Xalfein saß da. Starr. Leer.

Dann stand er auf.

Ohne ein Wort.

Seine Gedanken: bruchstückhaft. Strategien begannen – und zerfielen. Aber eine Frage blieb:

Was, wenn es nie darum ging, es zu lösen?

Er stand lange da, starrte durch den Glaszylinder hindurch. Die Kristalle schwebten ruhig, wie Sporen im Vakuum. Unberührt. Ungelöst.

Die Halle vibrierte plötzlich mit einer anderen Energie.

Schnelle, feste Schritte.

Er hob den Blick – und sah den obersten Direktor der Universität. In leuchtender Robe, ein Symbol der höchsten Hierarchie auf der Brust, das sich bei jedem Schritt verfinsterte.

Wut – unverhüllt. Keine Maskerade. Kein höflicher Vorwurf.

Nur Zorn.

Xalfeins Herz setzte aus. Er weiß es.

Er wusste nicht, was er getan hatte. Oder was er vergessen hatte. Aber es spielte keine Rolle. Die Autorität marschierte auf ihn zu, und er spürte: Das war das Ende.

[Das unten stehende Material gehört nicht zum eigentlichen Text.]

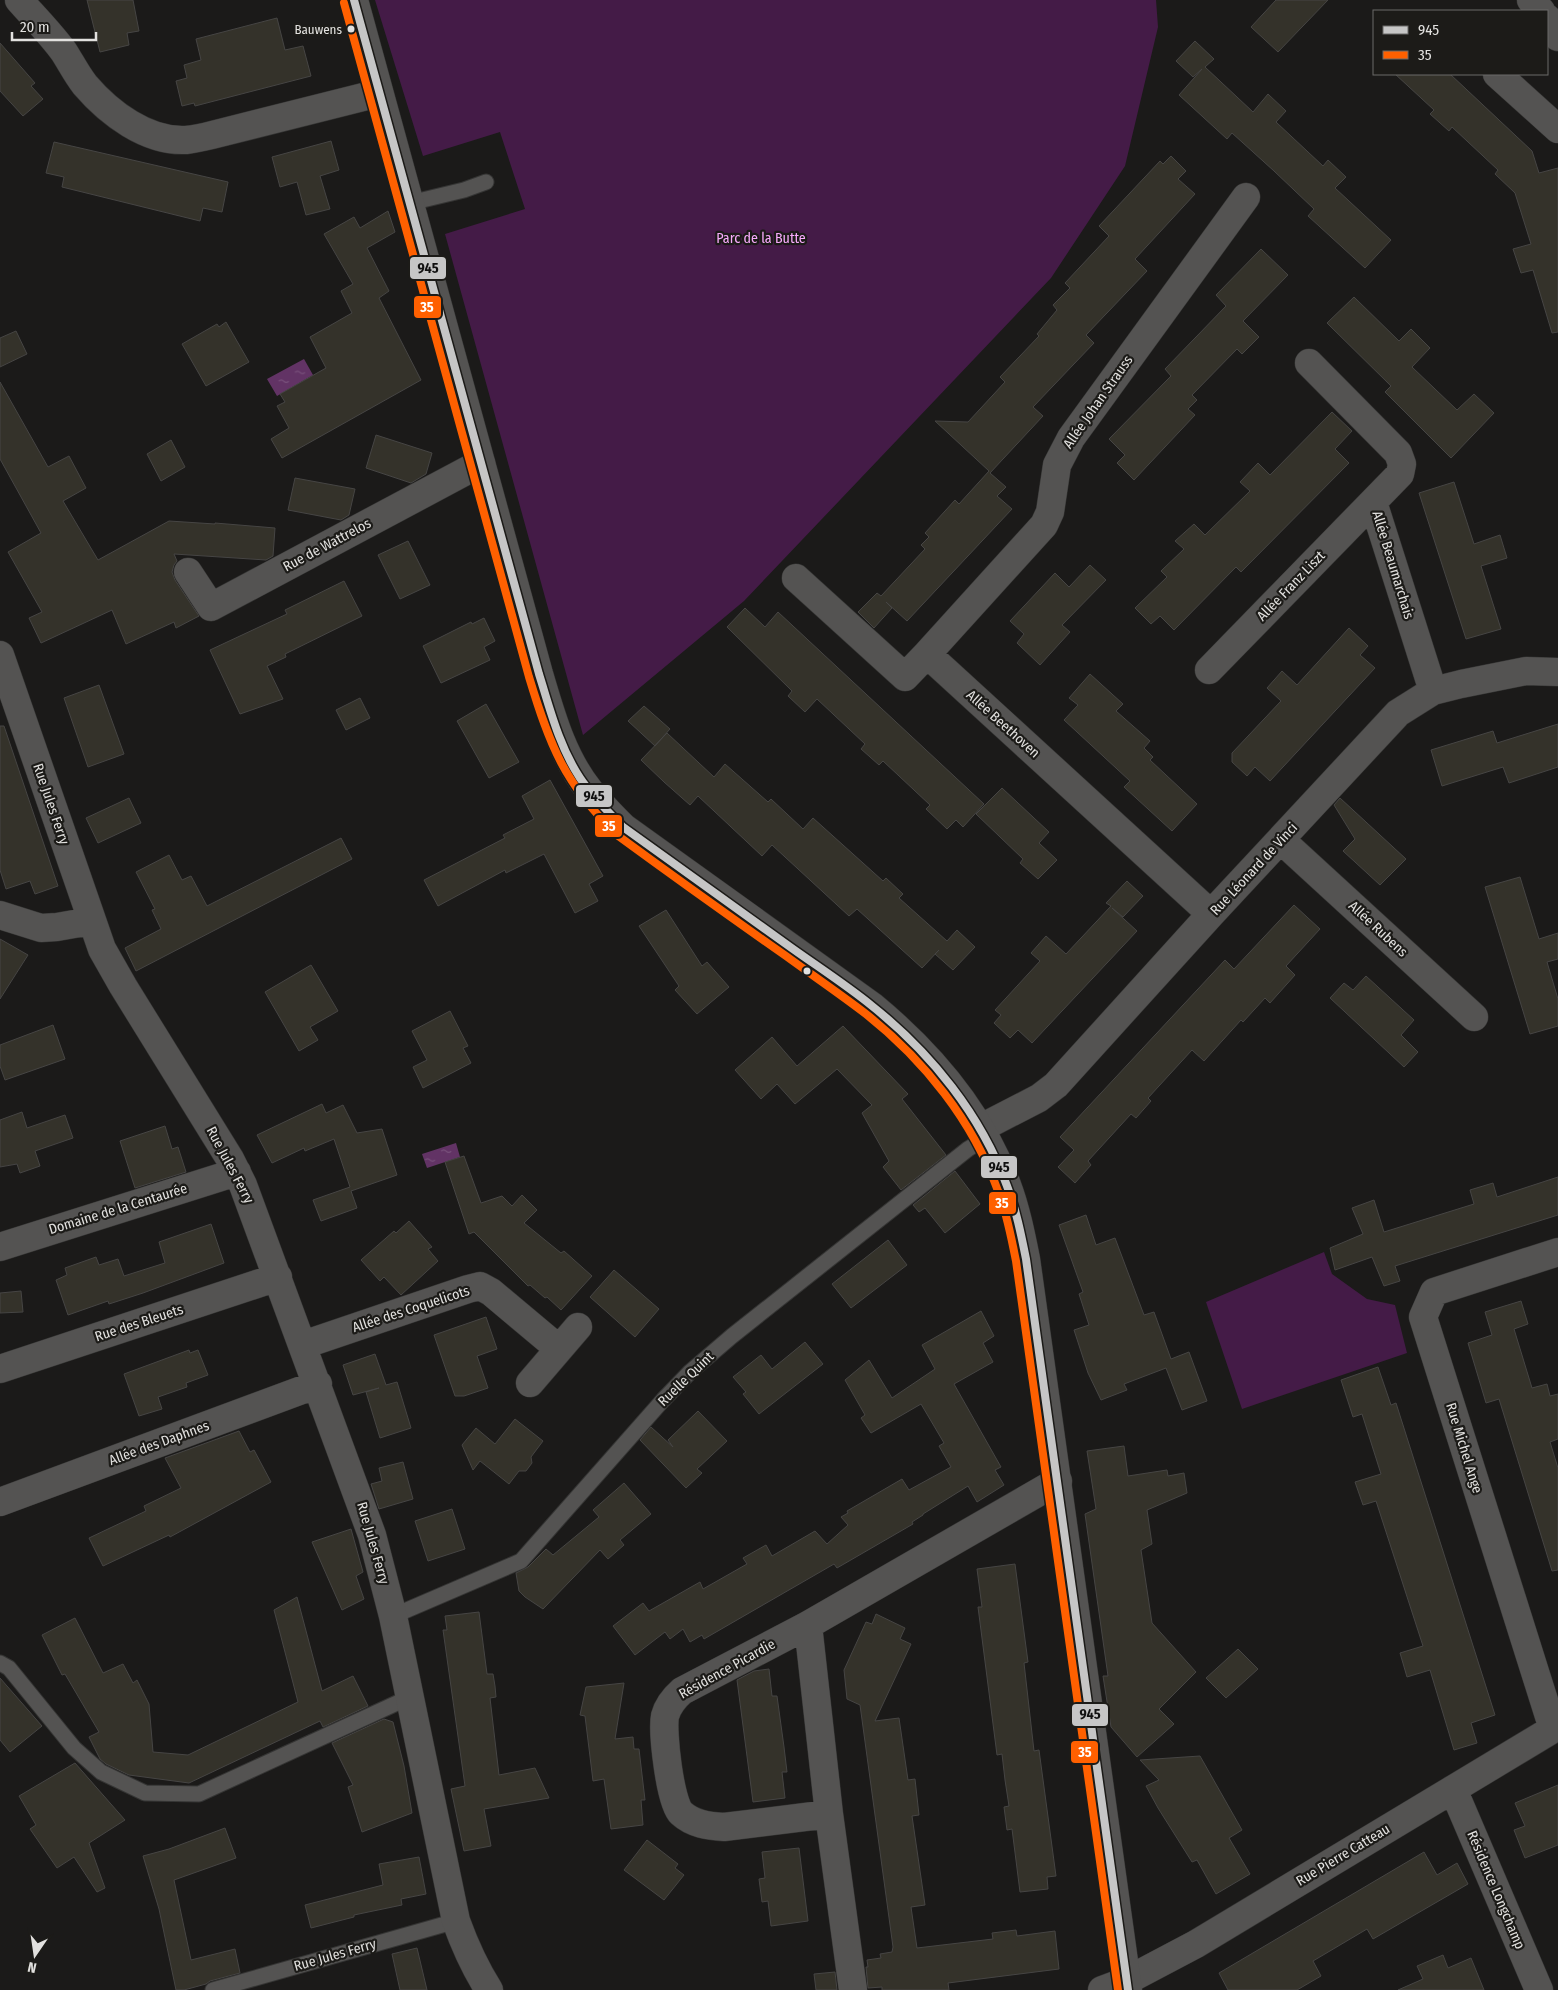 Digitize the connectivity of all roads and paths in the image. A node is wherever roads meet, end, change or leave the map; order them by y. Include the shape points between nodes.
1 (19, 0) edge
2 (354, 0) edge
3 (1530, 0) edge
4 (1540, 10) edge
5 (1548, 20) edge
6 (1558, 37) edge
7 (1498, 75) edge
8 (379, 93) junction
9 (1558, 129) edge
10 (486, 182) dead end
11 (1246, 198) dead end
12 (410, 204) junction
13 (1309, 362) dead end
14 (481, 463) junction
15 (1373, 502) junction
16 (188, 572) dead end
17 (796, 578) dead end
18 (927, 654) junction
19 (0, 655) edge
20 (1209, 670) dead end
21 (1558, 672) edge
22 (1433, 691) junction
23 (1281, 840) junction
24 (1211, 914) junction
25 (0, 915) edge
26 (91, 921) junction
27 (1474, 1017) dead end
28 (983, 1133) junction
29 (237, 1172) junction
30 (0, 1247) edge
31 (1558, 1252) edge
32 (278, 1277) junction
33 (578, 1327) dead end
34 (303, 1345) junction
35 (559, 1349) junction
36 (0, 1370) edge
37 (530, 1383) dead end
38 (318, 1384) junction
39 (1058, 1481) junction
40 (0, 1502) edge
41 (393, 1616) junction
42 (808, 1624) junction
43 (0, 1663) edge
44 (410, 1696) junction
45 (1556, 1728) edge
46 (1453, 1789) junction
47 (829, 1814) junction
48 (456, 1921) junction
49 (1119, 1987) edge
50 (213, 1990) edge
51 (489, 1990) edge
52 (853, 1990) edge
53 (1538, 1990) edge

1 - 8 street via 56,41 84,84 100,101 140,130 165,138 185,140 212,135
2 - 8 street
3 - 4 street
5 - 6 street
7 - 9 street
8 - 12 street
10 - 12 lane
11 - 18 street, Allée Johan Strauss via 1071,438 1057,465 1050,512 1044,525
12 - 14 street
13 - 15 street, Allée Beaumarchais via 1398,453 1402,464 1400,474
14 - 16 street, Rue de Wattrelos via 211,607
14 - 28 street via 552,717 564,747 588,789 623,827 642,842 887,1018 948,1082
15 - 20 street, Allée Franz Liszt
15 - 22 street, Allée Beaumarchais
17 - 18 street via 905,677
18 - 24 street, Allée Beethoven
19 - 26 street, Rue Jules Ferry
21 - 22 street, Rue Léonard de Vinci via 1506,674
22 - 23 street, Rue Léonard de Vinci via 1398,713
23 - 24 street, Rue Léonard de Vinci
23 - 27 street, Allée Rubens
24 - 28 street, Rue Léonard de Vinci via 1056,1085
25 - 26 street via 41,928
26 - 29 street, Rue Jules Ferry via 116,975
28 - 39 street via 1007,1184 1020,1228
28 - 41 lane, Ruelle Quint via 690,1372 522,1561
29 - 30 street, Domaine de la Centaurée
29 - 32 street, Rue Jules Ferry
31 - 45 street, Rue Michel Ange via 1434,1292 1423,1317
32 - 34 street, Rue Jules Ferry
32 - 36 street, Rue des Bleuets
33 - 35 street
34 - 35 street, Allée des Coquelicots via 480,1286
34 - 38 street, Rue Jules Ferry
35 - 37 street
38 - 40 street, Allée des Daphnes
38 - 41 street, Rue Jules Ferry via 372,1534
39 - 42 street, Résidence Picardie
39 - 49 street
41 - 44 street, Rue Jules Ferry
42 - 47 street
42 - 47 street, Résidence Picardie via 682,1691 671,1702 665,1735 672,1796 679,1812 693,1821 724,1827
43 - 44 lane via 10,1668 74,1748 101,1772 145,1793 198,1794
44 - 48 street, Rue Jules Ferry
45 - 46 street, Rue Pierre Catteau
46 - 49 street, Rue Pierre Catteau
46 - 53 street, Résidence Longchamp
47 - 52 street
48 - 50 lane, Rue Jules Ferry
48 - 51 street, Rue Jules Ferry via 465,1947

Keine Zeit für Debatten. Kein Raum für Verteidigung.

Nur eine einzige Option blieb.

Seine Augen weiteten sich. Seine Finger krampften sich um das Gestell. Ein letzter Rest seines Willens formte sich zu einer Handlung.

Er riss das Gefäß vom Tisch.

Glas splitterte. Der letzte Rest der Flüssigkeit zischte am Boden. Die Kristalle stürzten, wirbelten in einem Tanz aus Licht und Chaos durch die Luft – und fielen.

Er griff danach.

Da!

Ein grelles Licht. Ein gleißender Schatten.

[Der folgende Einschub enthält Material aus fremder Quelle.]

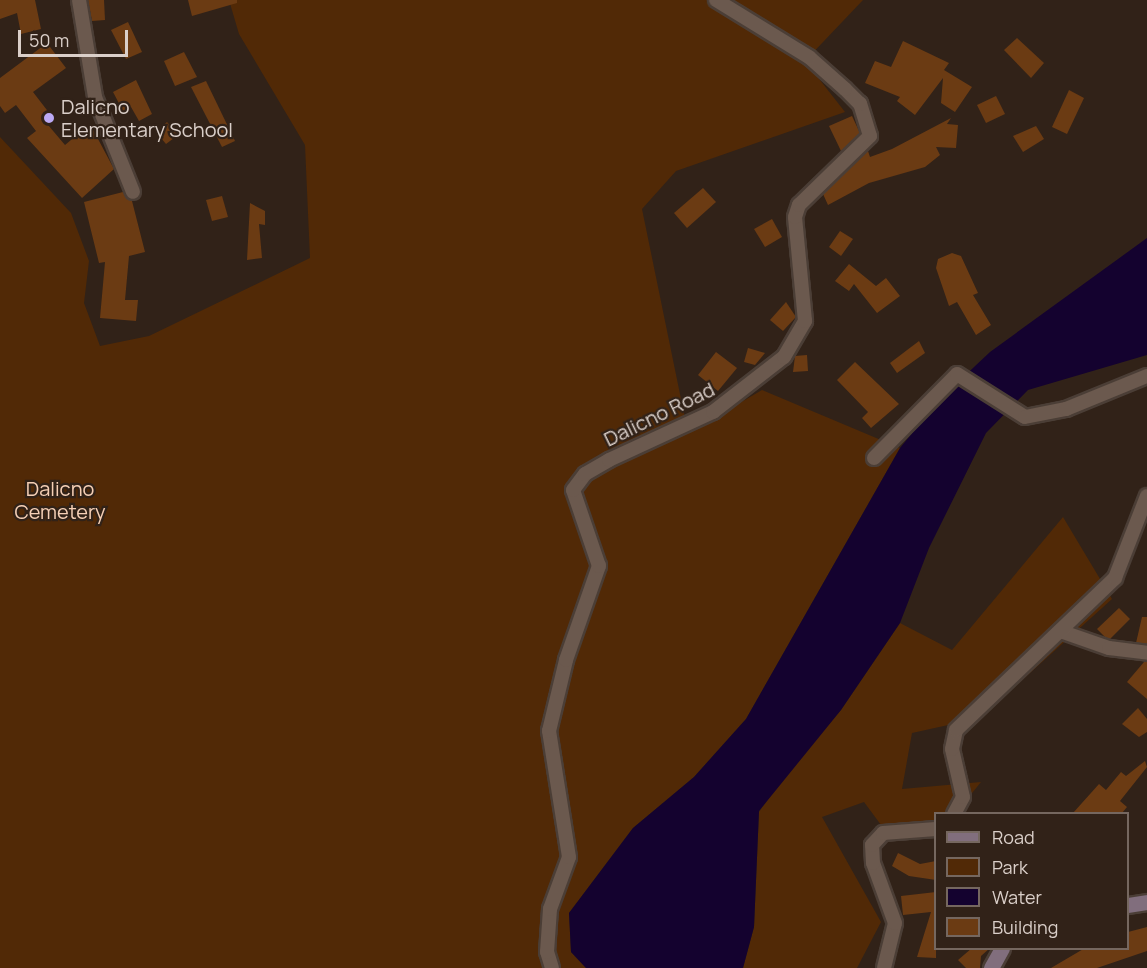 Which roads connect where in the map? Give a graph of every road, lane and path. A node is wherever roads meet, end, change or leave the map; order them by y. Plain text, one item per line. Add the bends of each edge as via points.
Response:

Der Direktor hatte den Zauberstab gezückt, murmelte bereits das letzte Wort des Zaubers. Der grünliche Lichtstrahl eines Desintegrationszaubers schoss auf ihn zu – auf das, was von Xalfeins Körper noch übrig war.

Als sich Xalfeins greisenhafter Körper auflöste, war sein Geist bereits geflohen.


Er schlug die Augen auf.

Kalter Stein unter ihm. Die Luft war klar.

Die Steinsäule ragte still in den Himmel.

Und seine Hand umschloss die Nexus-Kristalle. Kein Nebel mehr in seinem Kopf. Keine Schwärze. Keine Grenzen.

Er war Xalfein.

Und er war zurück.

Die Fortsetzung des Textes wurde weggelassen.